As an example, some of the Gods and spirits I work with call me ‘little bird’. It’s a diminutive, conveying Their affection. But it also conveys a lot of other things regarding my self, my spirit body, my relationships with certain Gods… So when a God or spirit says that to me, it carries meaning that it would not for another person. Someone reading a journey of mine where I am called such a thing will bring their own ideas of what the nickname means that may or may not align with how I experience it during journeys.
Metaphors, Layers, Symbols
This, perhaps, is what makes interpreting and extrapolating information from journeys so difficult. I am of the belief that we bring all of ourselves when we journey (and when we pray, and hold ritual, and so on). What we see and experience during journeys is mystical and, ideally, true spirit connection, but it is through ourselves we process it all. All our traumas and complexes. All of our hopes and desires. Our own cultural conditioning. Our expectations and fears.

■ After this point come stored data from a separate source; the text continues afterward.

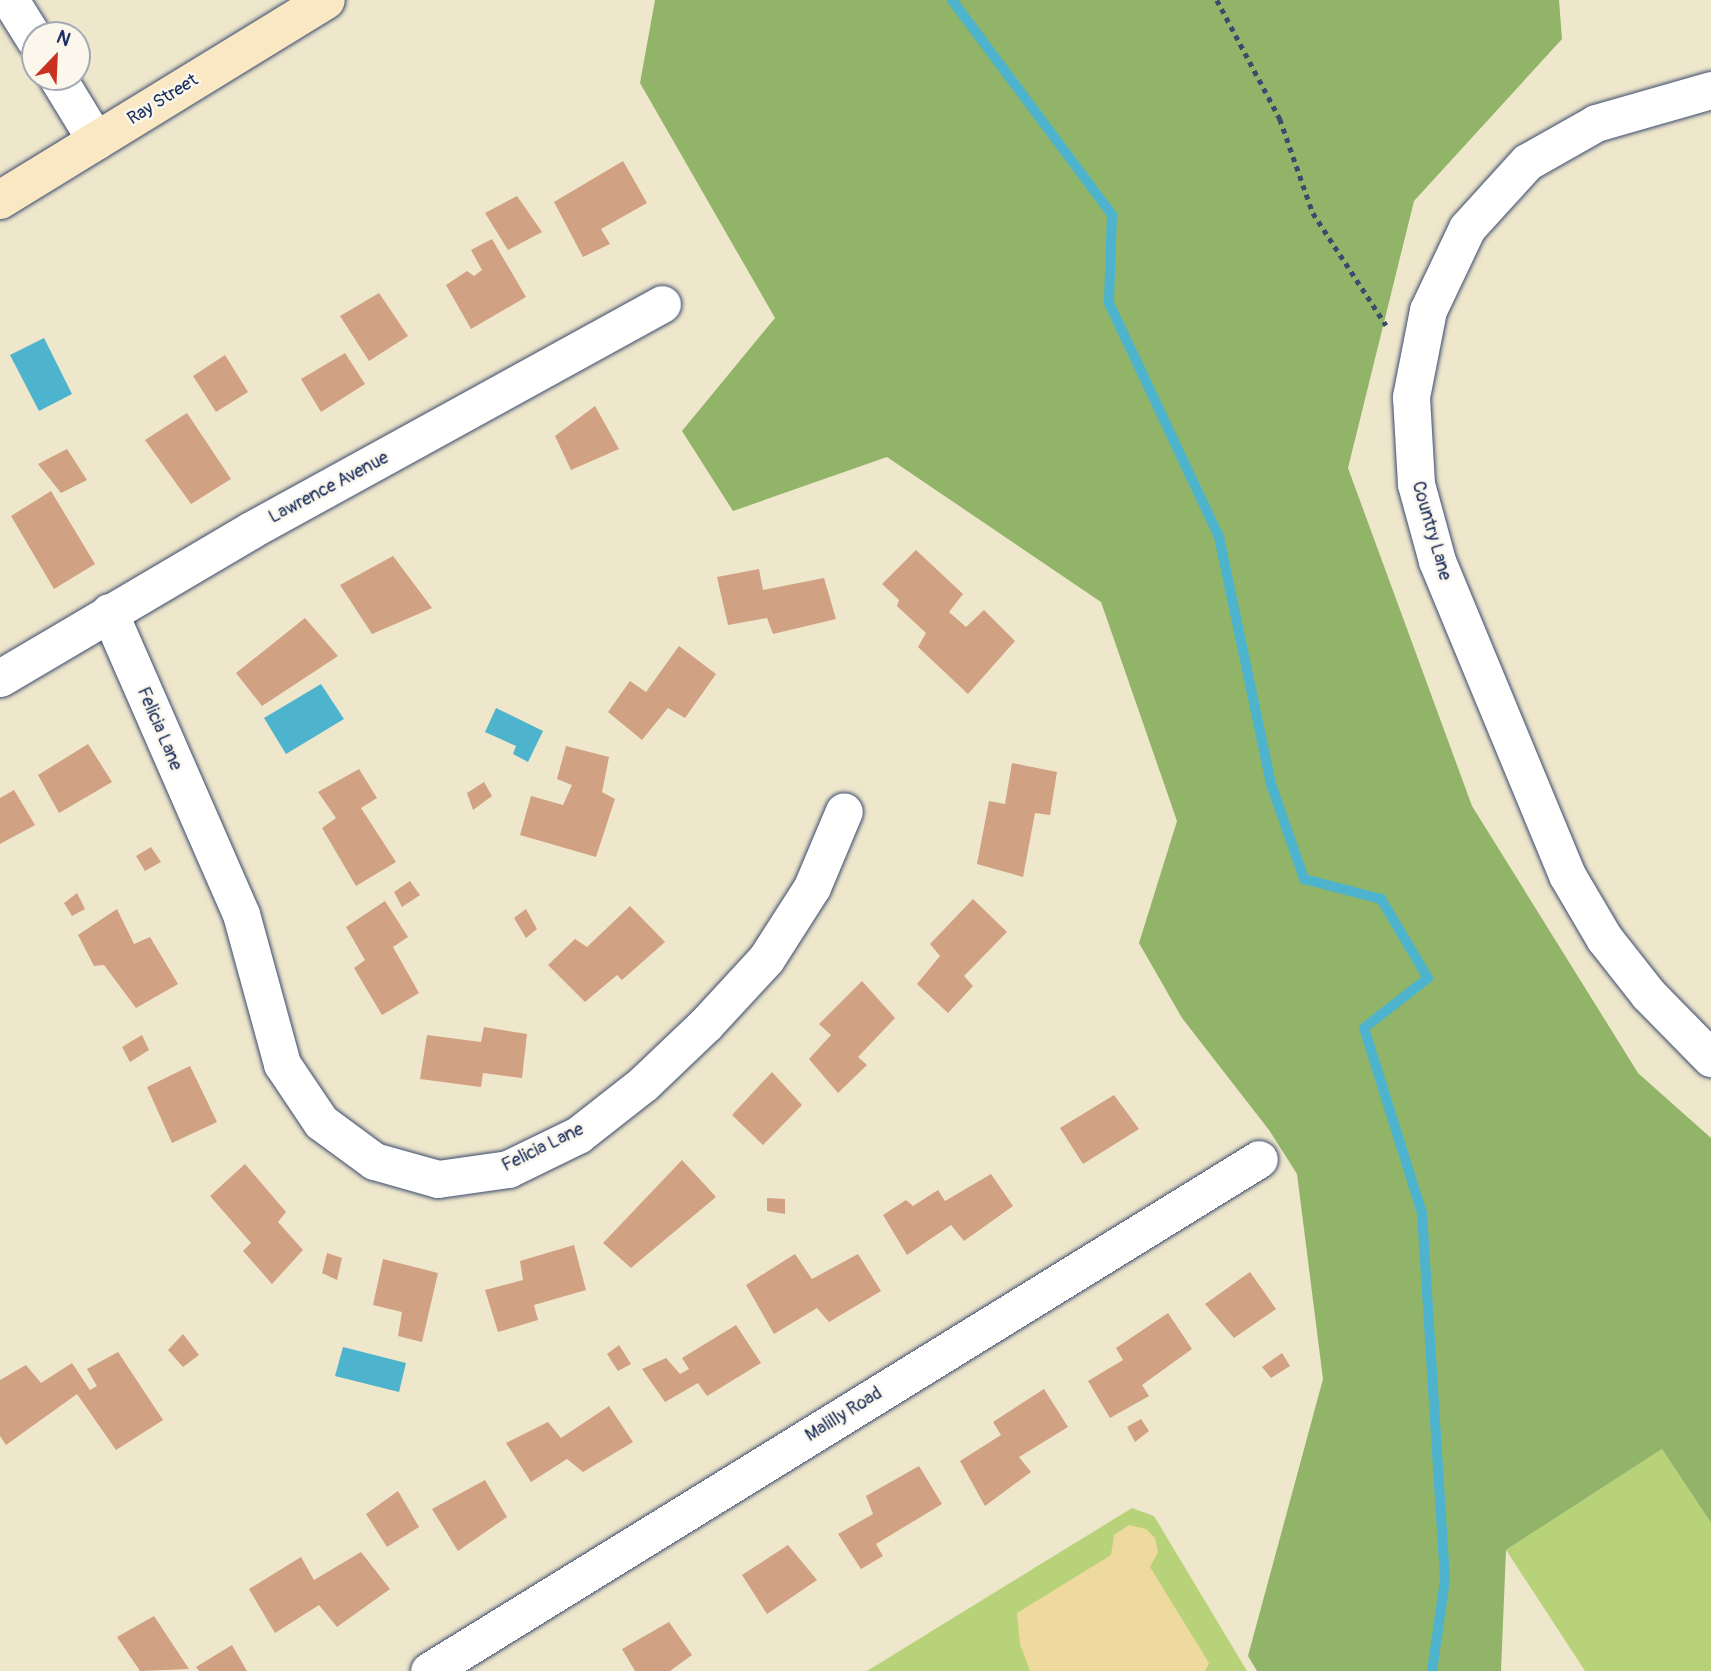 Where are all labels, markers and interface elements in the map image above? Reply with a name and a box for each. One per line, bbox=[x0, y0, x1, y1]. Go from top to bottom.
north arrow bbox=[21, 21, 91, 91]
text: N bbox=[53, 25, 74, 52]
street label: Ray Street bbox=[124, 70, 202, 130]
street label: Lawrence Avenue bbox=[265, 447, 393, 529]
street label: Country Lane bbox=[1407, 479, 1455, 583]
street label: Felicia Lane bbox=[132, 684, 186, 774]
street label: Felicia Lane bbox=[499, 1119, 587, 1177]
street label: Malilly Road bbox=[802, 1383, 886, 1447]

The entirety of who we are both allows us to connect to the spirits and obfuscates their messages.
After all, what does the recurrence of, say, the color red in a journey mean? Well…that depends, doesn’t it, on what the culture you are raised in thinks of ‘red’. What does the appearance of a dragon in a journey mean? Or an ocean, or a river, or a forest? Foxes, or wolves, or cats? What of a divine figure and their appearance? What might it all mean?
Dreams and journeys are not so different, in that they are symbol upon symbol. Even when one has struck to the clearest journey, the clearest meaning one can find, our own perception impacts the symbols we see. Revelation as striking and true as an arrow might occur during a journey, yes, but often these revelations will not hold as much truth outside of the one who experienced the journey.
This is why I prefer to record my journeys in the style I do. It allows the freedom to capture the heart of the journey I experienced. But one should always strive to capture their journeys in the way that suits them and their Gods the best.
With the amount of journeying and praying and other nonsense I do, I’m able to tease out the symbols I feel resonate strongest with the spirits I work with. And since these are new spirits, new Gods, I have to tease out those symbols and associations. People working with older deities, historical deities with established symbology and mythology, have that to draw upon. I often feel rather as if I am in a workshop shoddily piecing together a poorly-built birdhouse. I hammer a piece in – like, ‘Aster is a fire spirit’ or ‘the Laetha is a god of destruction’ – and really, really hope I get it right.
I have to separate as much of myself, my own symbols and meanings, from the symbols that might resonate with others. With a broader group of people. And it’s an impossible task. No matter how much I try to strip myself out of the journeys, no matter how much I try to focus on just the Gods and spirits themselves, I am there. My own biases, my own fears, my own desires. It is impossible to untangle.